Il est intéressant de noter que, plutôt que de calculer simplement les pertes en vertu de l’alinéa 6(2)d) de la loi Arthur-Wishart relativement à la requête en résolution des demandeurs, la Cour s’est ensuite fondée sur l’article 7 (dommages-intérêts pour cause de présentation inexacte des faits ou de non-divulgation dans un document d’information) pour évaluer le reste des dommages-intérêts réclamés. Comme il n’a pas remis de document d’information, le défendeur a omis de divulguer l’imposition d’amendes par le Conseil de la radiodiffusion et des télécommunications canadiennes pour violation des Règles sur les télécommunications non sollicitées établies en vertu de la Loi sur les télécommunications. La Cour a accepté la déclaration des demandeurs selon laquelle ils n’auraient pas signé le contrat d’exclusivité s’ils avaient été au courant des violations.
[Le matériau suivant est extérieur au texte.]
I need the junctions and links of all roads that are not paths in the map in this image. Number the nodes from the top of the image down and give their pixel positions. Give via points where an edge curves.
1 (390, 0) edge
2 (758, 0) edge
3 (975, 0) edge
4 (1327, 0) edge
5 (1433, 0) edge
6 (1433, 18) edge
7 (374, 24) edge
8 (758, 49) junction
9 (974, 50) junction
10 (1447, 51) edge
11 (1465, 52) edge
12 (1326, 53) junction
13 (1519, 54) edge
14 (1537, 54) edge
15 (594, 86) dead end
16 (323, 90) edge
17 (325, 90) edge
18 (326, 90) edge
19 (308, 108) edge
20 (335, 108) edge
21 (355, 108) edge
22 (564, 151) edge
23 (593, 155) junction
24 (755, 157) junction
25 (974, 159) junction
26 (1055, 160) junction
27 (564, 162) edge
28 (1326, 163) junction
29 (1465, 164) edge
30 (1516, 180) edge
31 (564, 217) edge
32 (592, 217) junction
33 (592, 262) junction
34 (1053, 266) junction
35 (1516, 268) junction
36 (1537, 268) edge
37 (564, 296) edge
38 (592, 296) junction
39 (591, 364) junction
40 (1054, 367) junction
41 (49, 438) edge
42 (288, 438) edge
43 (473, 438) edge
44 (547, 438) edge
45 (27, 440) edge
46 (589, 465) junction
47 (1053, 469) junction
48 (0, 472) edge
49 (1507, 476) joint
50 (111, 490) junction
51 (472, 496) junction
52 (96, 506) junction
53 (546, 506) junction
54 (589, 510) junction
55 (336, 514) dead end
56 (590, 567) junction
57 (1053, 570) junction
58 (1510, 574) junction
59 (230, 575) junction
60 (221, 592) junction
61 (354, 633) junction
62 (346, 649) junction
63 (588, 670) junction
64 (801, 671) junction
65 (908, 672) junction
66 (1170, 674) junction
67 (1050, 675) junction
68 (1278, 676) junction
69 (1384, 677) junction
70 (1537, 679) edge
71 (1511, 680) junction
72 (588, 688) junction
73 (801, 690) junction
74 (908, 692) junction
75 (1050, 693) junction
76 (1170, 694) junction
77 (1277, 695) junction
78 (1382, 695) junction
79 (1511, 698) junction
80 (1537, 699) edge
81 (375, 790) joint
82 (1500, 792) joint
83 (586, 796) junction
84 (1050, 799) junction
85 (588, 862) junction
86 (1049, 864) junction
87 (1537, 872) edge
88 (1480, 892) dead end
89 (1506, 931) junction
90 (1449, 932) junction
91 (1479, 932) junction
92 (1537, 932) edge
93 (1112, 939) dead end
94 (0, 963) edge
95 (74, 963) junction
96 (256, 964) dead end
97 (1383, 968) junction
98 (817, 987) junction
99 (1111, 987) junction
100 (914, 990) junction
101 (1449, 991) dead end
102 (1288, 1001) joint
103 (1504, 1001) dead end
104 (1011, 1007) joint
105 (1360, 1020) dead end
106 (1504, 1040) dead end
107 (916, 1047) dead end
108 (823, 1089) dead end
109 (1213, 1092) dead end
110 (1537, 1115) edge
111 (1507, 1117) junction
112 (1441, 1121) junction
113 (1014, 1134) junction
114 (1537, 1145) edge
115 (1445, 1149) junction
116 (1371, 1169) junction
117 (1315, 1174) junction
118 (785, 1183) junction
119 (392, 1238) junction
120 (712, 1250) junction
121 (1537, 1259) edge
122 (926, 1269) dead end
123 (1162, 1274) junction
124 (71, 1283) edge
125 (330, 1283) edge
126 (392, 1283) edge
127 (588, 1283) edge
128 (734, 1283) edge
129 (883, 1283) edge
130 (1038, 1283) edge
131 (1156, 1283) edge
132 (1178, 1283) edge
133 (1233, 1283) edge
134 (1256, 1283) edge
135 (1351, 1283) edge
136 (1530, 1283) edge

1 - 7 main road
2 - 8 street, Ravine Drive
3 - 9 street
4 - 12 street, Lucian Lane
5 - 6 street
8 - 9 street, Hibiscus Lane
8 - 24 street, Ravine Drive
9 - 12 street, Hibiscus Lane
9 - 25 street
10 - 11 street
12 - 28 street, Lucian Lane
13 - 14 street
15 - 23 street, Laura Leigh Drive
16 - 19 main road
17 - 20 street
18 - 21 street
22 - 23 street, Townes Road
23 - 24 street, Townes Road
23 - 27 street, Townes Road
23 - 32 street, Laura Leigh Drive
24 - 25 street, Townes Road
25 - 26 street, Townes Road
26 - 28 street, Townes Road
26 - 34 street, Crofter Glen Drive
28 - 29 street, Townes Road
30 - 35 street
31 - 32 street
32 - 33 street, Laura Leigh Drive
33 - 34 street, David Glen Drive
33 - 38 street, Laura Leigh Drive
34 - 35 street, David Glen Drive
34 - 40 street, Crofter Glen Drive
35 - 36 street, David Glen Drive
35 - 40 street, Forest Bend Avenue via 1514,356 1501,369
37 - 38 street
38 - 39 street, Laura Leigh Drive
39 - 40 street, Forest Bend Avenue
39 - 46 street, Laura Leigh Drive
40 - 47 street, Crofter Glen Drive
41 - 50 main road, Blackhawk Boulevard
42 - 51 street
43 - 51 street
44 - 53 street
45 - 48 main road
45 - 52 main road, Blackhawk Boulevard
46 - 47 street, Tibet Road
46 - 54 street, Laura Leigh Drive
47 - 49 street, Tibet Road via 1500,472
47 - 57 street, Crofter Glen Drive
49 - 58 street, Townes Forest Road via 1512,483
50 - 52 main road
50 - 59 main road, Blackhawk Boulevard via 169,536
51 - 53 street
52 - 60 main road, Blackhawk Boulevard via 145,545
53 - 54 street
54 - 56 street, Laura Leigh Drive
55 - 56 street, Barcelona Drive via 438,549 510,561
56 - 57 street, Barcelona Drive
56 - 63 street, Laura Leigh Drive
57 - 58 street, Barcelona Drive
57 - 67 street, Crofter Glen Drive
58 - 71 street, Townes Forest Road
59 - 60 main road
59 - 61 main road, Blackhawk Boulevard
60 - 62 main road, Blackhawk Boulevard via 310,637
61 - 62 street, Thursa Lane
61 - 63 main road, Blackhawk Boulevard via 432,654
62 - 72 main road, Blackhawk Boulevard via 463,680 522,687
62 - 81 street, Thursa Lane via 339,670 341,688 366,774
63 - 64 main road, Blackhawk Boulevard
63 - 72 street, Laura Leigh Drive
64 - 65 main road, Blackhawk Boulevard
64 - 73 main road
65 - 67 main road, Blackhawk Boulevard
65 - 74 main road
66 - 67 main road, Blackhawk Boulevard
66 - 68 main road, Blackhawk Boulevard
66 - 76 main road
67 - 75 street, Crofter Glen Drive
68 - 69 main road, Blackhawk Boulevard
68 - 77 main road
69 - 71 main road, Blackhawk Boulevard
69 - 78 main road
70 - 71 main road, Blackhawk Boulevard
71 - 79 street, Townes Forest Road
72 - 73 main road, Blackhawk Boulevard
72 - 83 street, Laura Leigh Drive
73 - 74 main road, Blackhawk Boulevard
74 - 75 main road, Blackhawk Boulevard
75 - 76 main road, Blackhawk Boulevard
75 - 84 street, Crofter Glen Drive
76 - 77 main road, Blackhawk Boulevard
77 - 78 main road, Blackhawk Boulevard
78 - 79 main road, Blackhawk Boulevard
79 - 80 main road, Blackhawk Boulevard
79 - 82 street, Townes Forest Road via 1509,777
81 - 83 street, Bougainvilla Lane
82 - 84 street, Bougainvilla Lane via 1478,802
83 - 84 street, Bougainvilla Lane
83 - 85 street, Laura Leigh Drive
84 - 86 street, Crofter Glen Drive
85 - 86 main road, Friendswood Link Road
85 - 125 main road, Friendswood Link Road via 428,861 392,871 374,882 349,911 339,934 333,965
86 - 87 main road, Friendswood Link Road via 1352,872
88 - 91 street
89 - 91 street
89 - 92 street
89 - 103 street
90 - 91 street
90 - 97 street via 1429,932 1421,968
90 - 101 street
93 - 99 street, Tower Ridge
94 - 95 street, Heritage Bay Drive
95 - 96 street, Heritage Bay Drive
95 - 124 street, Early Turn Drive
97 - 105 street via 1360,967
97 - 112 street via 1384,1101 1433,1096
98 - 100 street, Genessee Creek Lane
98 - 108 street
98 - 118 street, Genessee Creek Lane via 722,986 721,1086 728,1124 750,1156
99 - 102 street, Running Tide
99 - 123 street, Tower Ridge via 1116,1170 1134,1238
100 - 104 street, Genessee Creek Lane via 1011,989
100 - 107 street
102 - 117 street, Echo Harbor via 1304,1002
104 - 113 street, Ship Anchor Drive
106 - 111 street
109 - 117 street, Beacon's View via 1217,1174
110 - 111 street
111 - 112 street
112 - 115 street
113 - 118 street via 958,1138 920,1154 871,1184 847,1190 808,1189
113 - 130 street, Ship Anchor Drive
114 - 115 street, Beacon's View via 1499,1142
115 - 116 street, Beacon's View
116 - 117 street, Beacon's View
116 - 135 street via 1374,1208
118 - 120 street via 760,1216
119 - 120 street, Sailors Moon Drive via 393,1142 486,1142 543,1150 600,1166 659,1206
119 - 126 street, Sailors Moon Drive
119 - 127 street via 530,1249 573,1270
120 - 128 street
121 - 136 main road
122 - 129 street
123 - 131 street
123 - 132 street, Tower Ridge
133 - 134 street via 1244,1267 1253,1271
Ainsi, la Cour a accordé 50 000 $ en dommages-intérêts en réparation du préjudice subi par l’un des demandeurs qui a quitté son emploi de gestionnaire immobilier pour se consacrer exclusivement à l’entreprise Dial-a-Bottle, de même qu’un montant d’environ 5 000 $ au titre des frais engagés pour déménager à Richmond Hill et y exploiter l’entreprise. Un montant de 30 000 $ avait été réclamé au titre des frais et des pertes d’exploitation, mais la preuve de ceux-ci n’a pas été établie adéquatement. La Cour a permis aux demandeurs de réclamer ultérieurement des dommages-intérêts dans le cadre d’un autre recours.

Fausse déclaration

La Cour a rejeté la réclamation de dommages-intérêts des demandeurs pour fausse déclaration dans l’information financière fournie par le défendeur. La Cour a conclu que la clause de dénégation de responsabilité figurant dans le modèle financier était suffisante et qu’il était évident que les prévisions financières présentées dans le courriel précontractuel ne s’appliquaient pas aux territoires des demandeurs.

Principaux points à retenir

Cette décision est un important rappel que les entreprises doivent être conscientes qu’il existe une possibilité qu’elles exploitent involontairement une franchise. Il s’agit d’une extension de la jurisprudence constante, comme les causes Chavdarova et Grill It Up, selon laquelle les tribunaux examineront la nature de la relation, sans égard aux déclarations expresses du contrat quant à cette nature.

En matière de divulgation d’information, cette cause sert également de rappel que les clauses de dénégation de responsabilité sont des ajouts importants aux déclarations susceptibles de ne pas s’appliquer à un franchisé en particulier. Toutefois, il faut savoir que l’analyse relative aux fausses déclarations est très limitée et qu’elle était possiblement inutile, puisque la résolution avait déjà été déclarée. L’affaire Fyfe v. Vardy s’ajoute à la jurisprudence grandissante sur les franchises « accidentelles » et sur l’analyse des relations commerciales par la Cour.